**ACTIVITY**.
Please transcribe exactly, and only, the lines of the data below between the line holding "c.set_font_size(size)" and the line holding "c.restore()", inclusive.

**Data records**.
╭──

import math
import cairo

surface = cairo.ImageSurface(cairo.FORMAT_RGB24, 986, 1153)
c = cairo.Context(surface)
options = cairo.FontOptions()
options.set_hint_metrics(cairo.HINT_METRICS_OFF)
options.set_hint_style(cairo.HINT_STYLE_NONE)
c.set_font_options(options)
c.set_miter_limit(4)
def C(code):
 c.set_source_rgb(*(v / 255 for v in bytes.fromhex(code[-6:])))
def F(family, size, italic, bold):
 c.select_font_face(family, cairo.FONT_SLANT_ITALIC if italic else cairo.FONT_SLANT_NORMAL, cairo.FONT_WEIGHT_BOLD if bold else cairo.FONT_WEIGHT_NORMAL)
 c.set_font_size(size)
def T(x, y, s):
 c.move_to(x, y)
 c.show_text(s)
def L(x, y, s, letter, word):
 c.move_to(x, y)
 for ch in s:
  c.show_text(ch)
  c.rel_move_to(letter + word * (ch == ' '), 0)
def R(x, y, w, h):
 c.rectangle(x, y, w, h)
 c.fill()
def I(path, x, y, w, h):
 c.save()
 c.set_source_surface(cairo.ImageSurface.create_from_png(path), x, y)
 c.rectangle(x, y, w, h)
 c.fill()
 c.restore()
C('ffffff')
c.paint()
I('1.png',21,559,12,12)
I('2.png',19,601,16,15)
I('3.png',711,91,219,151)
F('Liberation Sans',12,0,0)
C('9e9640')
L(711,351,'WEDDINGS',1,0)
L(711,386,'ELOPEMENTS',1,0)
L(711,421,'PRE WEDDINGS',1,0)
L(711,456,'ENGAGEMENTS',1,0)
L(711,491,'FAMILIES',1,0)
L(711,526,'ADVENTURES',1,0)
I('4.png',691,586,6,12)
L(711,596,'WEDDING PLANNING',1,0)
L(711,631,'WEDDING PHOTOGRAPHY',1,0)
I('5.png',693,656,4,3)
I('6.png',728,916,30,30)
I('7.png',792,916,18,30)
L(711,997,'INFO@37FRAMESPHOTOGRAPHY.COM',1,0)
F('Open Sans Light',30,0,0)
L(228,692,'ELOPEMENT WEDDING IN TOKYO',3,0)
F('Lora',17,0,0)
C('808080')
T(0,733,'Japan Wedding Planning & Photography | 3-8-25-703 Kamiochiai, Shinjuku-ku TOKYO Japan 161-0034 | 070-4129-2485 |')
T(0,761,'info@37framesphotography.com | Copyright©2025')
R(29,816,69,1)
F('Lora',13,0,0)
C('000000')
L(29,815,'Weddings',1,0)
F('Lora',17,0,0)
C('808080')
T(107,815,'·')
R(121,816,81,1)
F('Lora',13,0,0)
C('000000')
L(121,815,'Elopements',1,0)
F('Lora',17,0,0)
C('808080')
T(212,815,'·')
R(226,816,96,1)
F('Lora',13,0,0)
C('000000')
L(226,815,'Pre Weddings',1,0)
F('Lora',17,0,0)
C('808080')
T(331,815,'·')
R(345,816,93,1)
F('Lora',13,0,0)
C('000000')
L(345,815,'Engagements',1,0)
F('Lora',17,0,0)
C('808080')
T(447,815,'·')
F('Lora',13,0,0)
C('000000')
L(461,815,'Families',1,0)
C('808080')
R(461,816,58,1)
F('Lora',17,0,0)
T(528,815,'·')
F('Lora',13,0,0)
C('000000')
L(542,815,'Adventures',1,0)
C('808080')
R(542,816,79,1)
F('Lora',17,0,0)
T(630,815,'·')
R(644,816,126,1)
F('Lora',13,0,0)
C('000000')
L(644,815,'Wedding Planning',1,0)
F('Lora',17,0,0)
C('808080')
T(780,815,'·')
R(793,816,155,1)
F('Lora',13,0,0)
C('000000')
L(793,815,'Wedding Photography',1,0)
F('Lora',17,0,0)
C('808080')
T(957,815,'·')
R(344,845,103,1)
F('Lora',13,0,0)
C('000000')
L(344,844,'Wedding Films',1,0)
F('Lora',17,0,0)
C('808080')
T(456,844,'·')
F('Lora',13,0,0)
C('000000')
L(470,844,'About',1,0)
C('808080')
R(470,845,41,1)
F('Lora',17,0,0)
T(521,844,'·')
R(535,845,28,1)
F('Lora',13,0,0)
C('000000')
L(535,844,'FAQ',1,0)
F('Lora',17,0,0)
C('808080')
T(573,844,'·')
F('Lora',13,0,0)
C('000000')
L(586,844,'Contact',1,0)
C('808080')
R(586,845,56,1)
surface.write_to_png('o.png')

╰──

**RESPONSE**.
 c.set_font_size(size)
def T(x, y, s):
 c.move_to(x, y)
 c.show_text(s)
def L(x, y, s, letter, word):
 c.move_to(x, y)
 for ch in s:
  c.show_text(ch)
  c.rel_move_to(letter + word * (ch == ' '), 0)
def R(x, y, w, h):
 c.rectangle(x, y, w, h)
 c.fill()
def I(path, x, y, w, h):
 c.save()
 c.set_source_surface(cairo.ImageSurface.create_from_png(path), x, y)
 c.rectangle(x, y, w, h)
 c.fill()
 c.restore()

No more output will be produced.